■ YOUR GOAL ■
Omitting the pictures, restate all of the entries below exactly.

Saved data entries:
^^^^^^^^

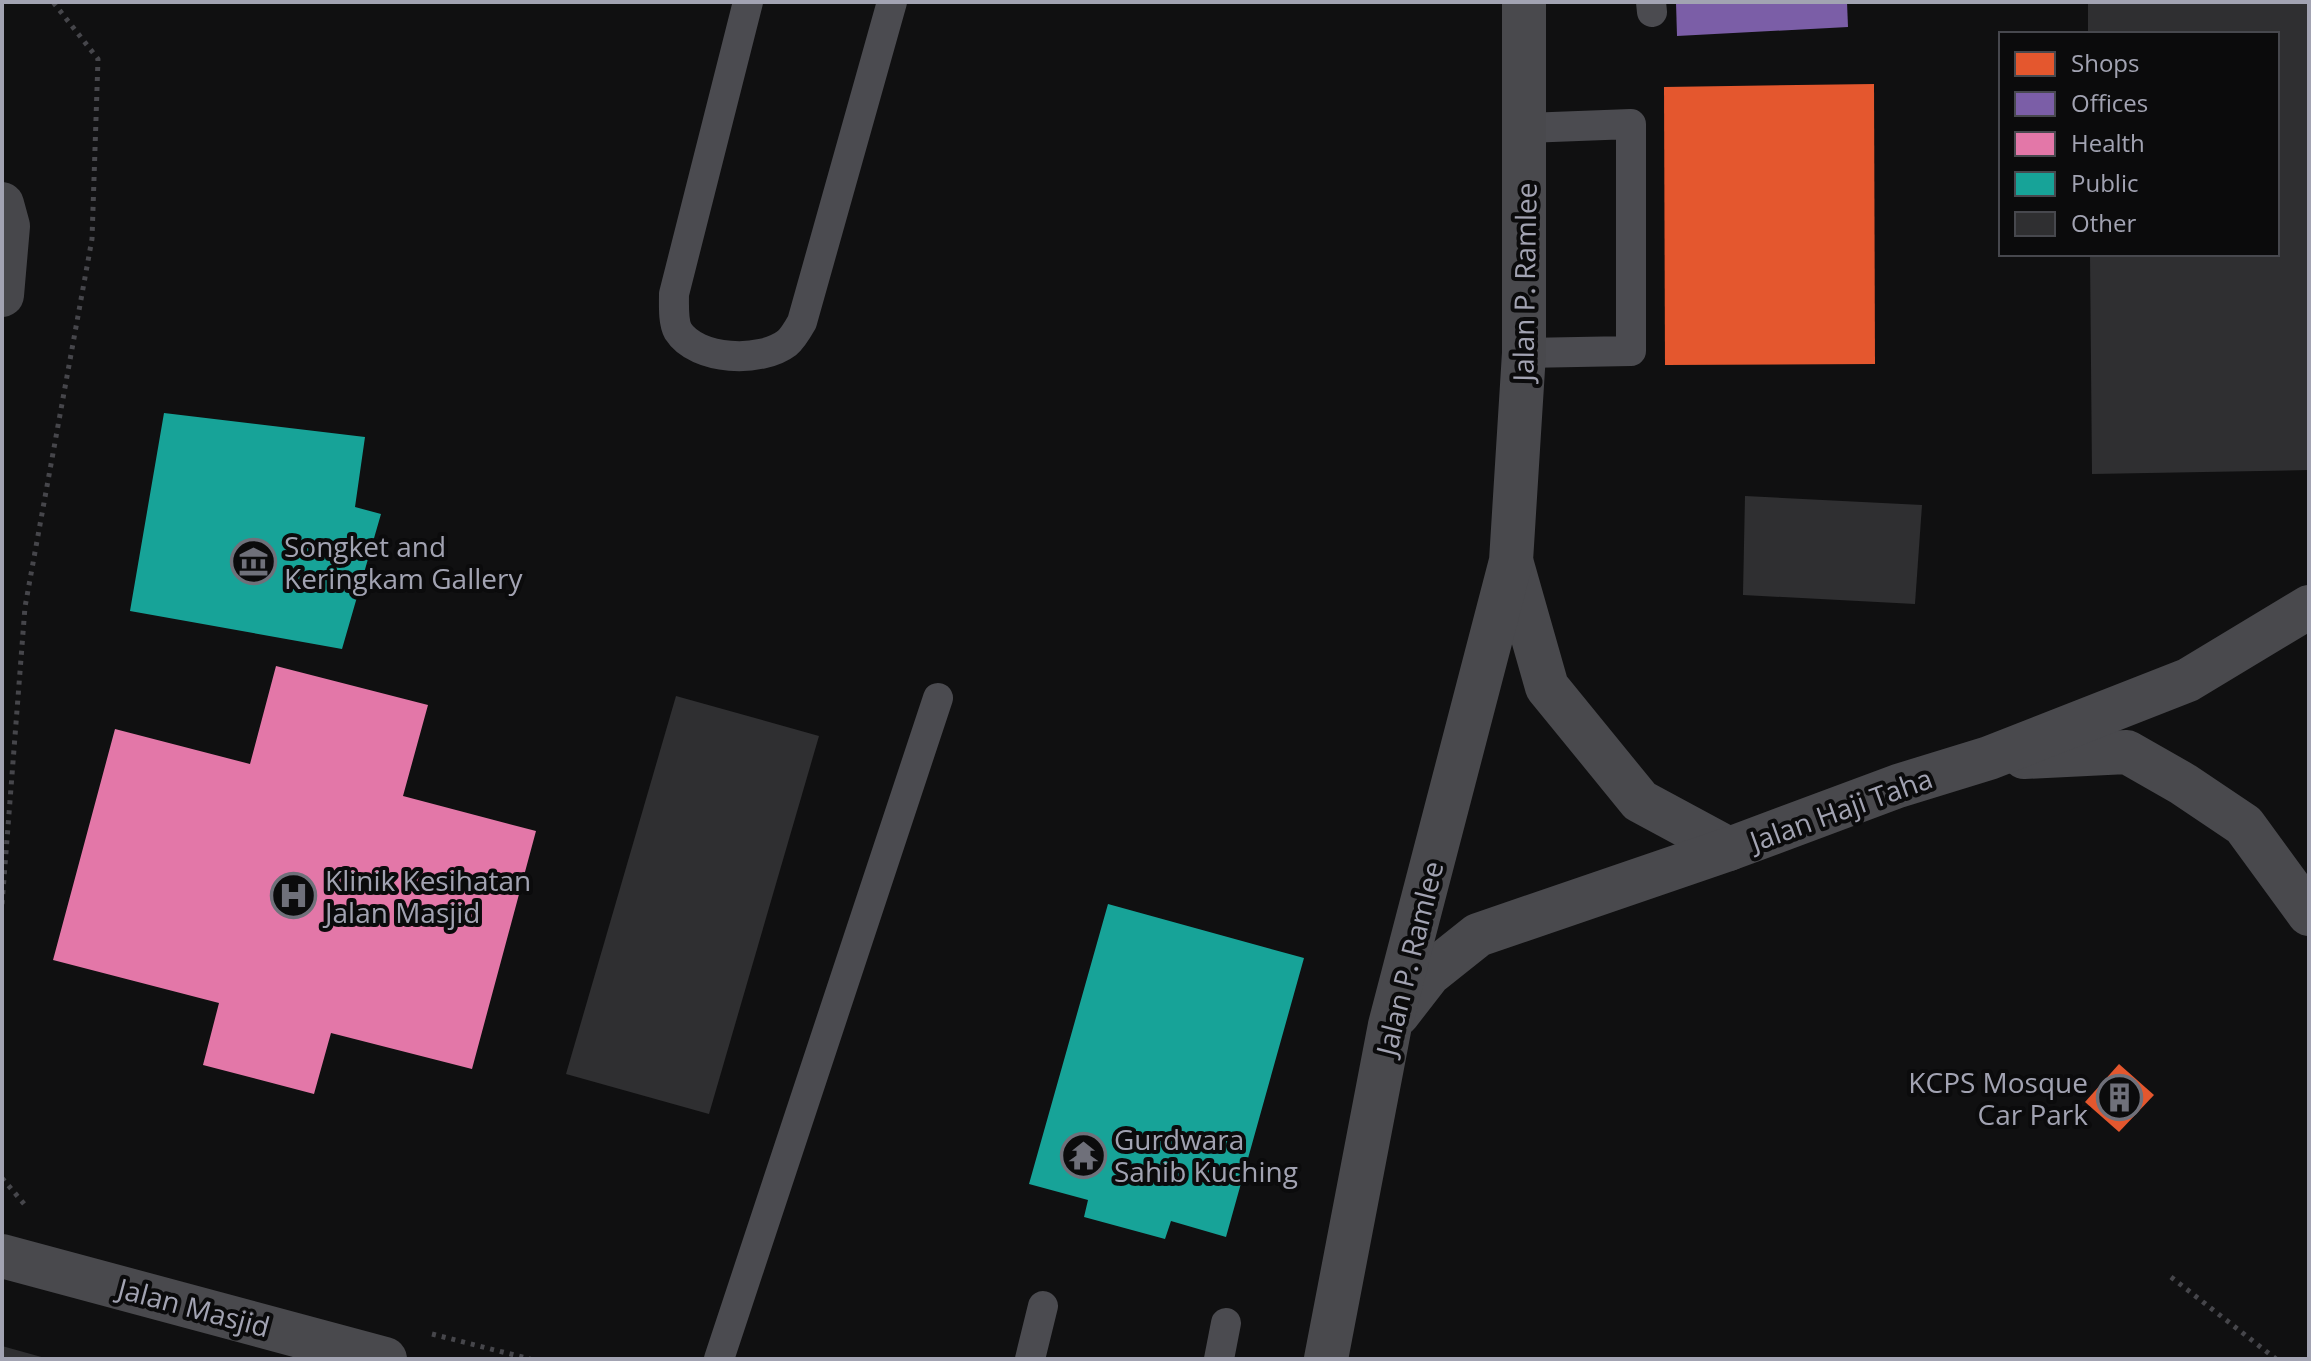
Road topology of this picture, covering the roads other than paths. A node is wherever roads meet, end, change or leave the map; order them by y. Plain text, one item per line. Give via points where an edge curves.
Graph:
1 (748, 2) edge
2 (892, 2) edge
3 (1524, 2) edge
4 (1526, 128) junction
5 (2, 204) edge
6 (2, 295) edge
7 (1524, 353) junction
8 (1511, 561) junction
9 (2309, 607) edge
10 (938, 698) dead end
11 (1989, 758) junction
12 (1729, 849) junction
13 (2309, 914) edge
14 (1390, 1025) junction
15 (2, 1256) edge
16 (1043, 1306) dead end
17 (1226, 1323) dead end
18 (385, 1359) edge
19 (719, 1359) edge
20 (1030, 1359) edge
21 (1219, 1359) edge
22 (1326, 1359) edge

1 - 2 lane via 674,294 676,328 688,345 711,355 761,355 788,343 802,322
3 - 4 main road, Jalan P. Ramlee
4 - 7 main road, Jalan P. Ramlee
4 - 7 lane via 1631,124 1631,351
5 - 6 main road via 8,226
7 - 8 main road, Jalan P. Ramlee
8 - 12 main road, Jalan P. Ramlee via 1547,687 1640,801
8 - 14 main road, Jalan P. Ramlee
9 - 11 main road, Jalan Haji Taha via 2188,680
10 - 19 lane
11 - 12 main road, Jalan Haji Taha
11 - 13 main road via 2127,752 2244,825
12 - 14 main road, Jalan Haji Taha via 1478,935 1429,974
14 - 22 main road, Jalan P. Ramlee
15 - 18 main road, Jalan Masjid
16 - 20 lane
17 - 21 lane

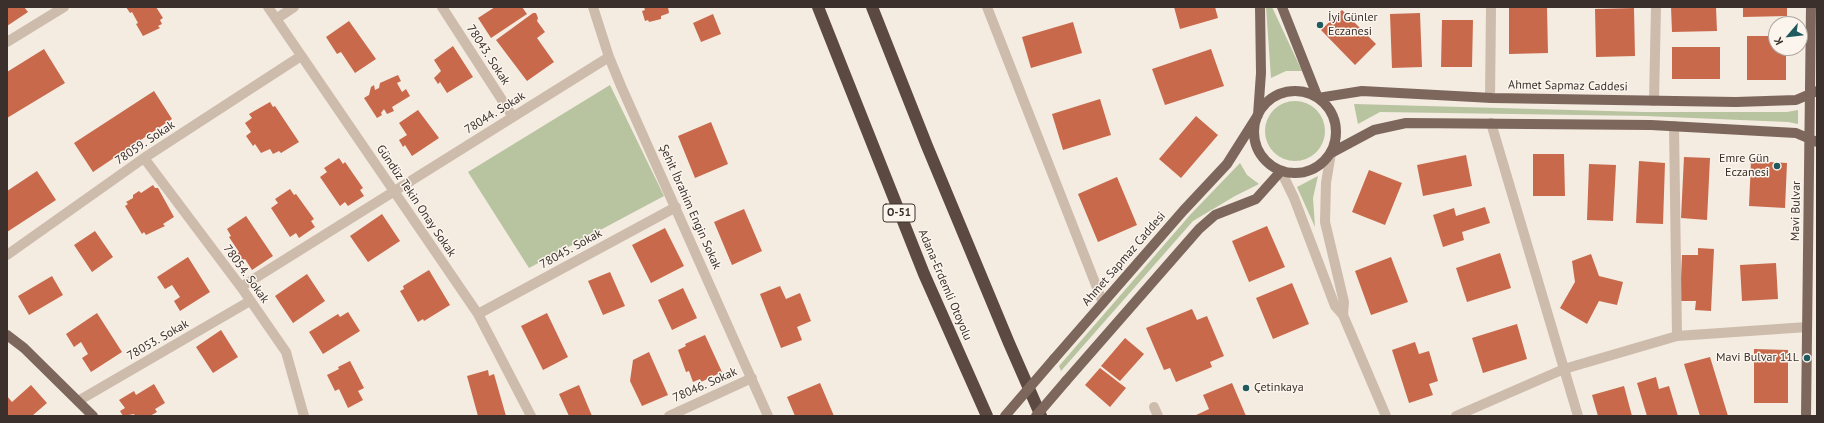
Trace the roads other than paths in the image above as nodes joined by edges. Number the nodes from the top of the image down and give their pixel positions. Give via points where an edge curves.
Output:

^^^^^^^^

■ TASK OUTPUT ■
Road topology of this picture, covering the roads other than paths. A node is wherever roads meet, end, change or leave the map; order them by y. Plain text, one item per line. Give via points where an edge curves.
Graph:
1 (748, 2) edge
2 (892, 2) edge
3 (1524, 2) edge
4 (1526, 128) junction
5 (2, 204) edge
6 (2, 295) edge
7 (1524, 353) junction
8 (1511, 561) junction
9 (2309, 607) edge
10 (938, 698) dead end
11 (1989, 758) junction
12 (1729, 849) junction
13 (2309, 914) edge
14 (1390, 1025) junction
15 (2, 1256) edge
16 (1043, 1306) dead end
17 (1226, 1323) dead end
18 (385, 1359) edge
19 (719, 1359) edge
20 (1030, 1359) edge
21 (1219, 1359) edge
22 (1326, 1359) edge

1 - 2 lane via 674,294 676,328 688,345 711,355 761,355 788,343 802,322
3 - 4 main road, Jalan P. Ramlee
4 - 7 main road, Jalan P. Ramlee
4 - 7 lane via 1631,124 1631,351
5 - 6 main road via 8,226
7 - 8 main road, Jalan P. Ramlee
8 - 12 main road, Jalan P. Ramlee via 1547,687 1640,801
8 - 14 main road, Jalan P. Ramlee
9 - 11 main road, Jalan Haji Taha via 2188,680
10 - 19 lane
11 - 12 main road, Jalan Haji Taha
11 - 13 main road via 2127,752 2244,825
12 - 14 main road, Jalan Haji Taha via 1478,935 1429,974
14 - 22 main road, Jalan P. Ramlee
15 - 18 main road, Jalan Masjid
16 - 20 lane
17 - 21 lane

Trace the roads other than paths in the image above as nodes joined by edges. Number the nodes from the top of the image down and give their pixel positions. Give via points where an edge curves.
Output:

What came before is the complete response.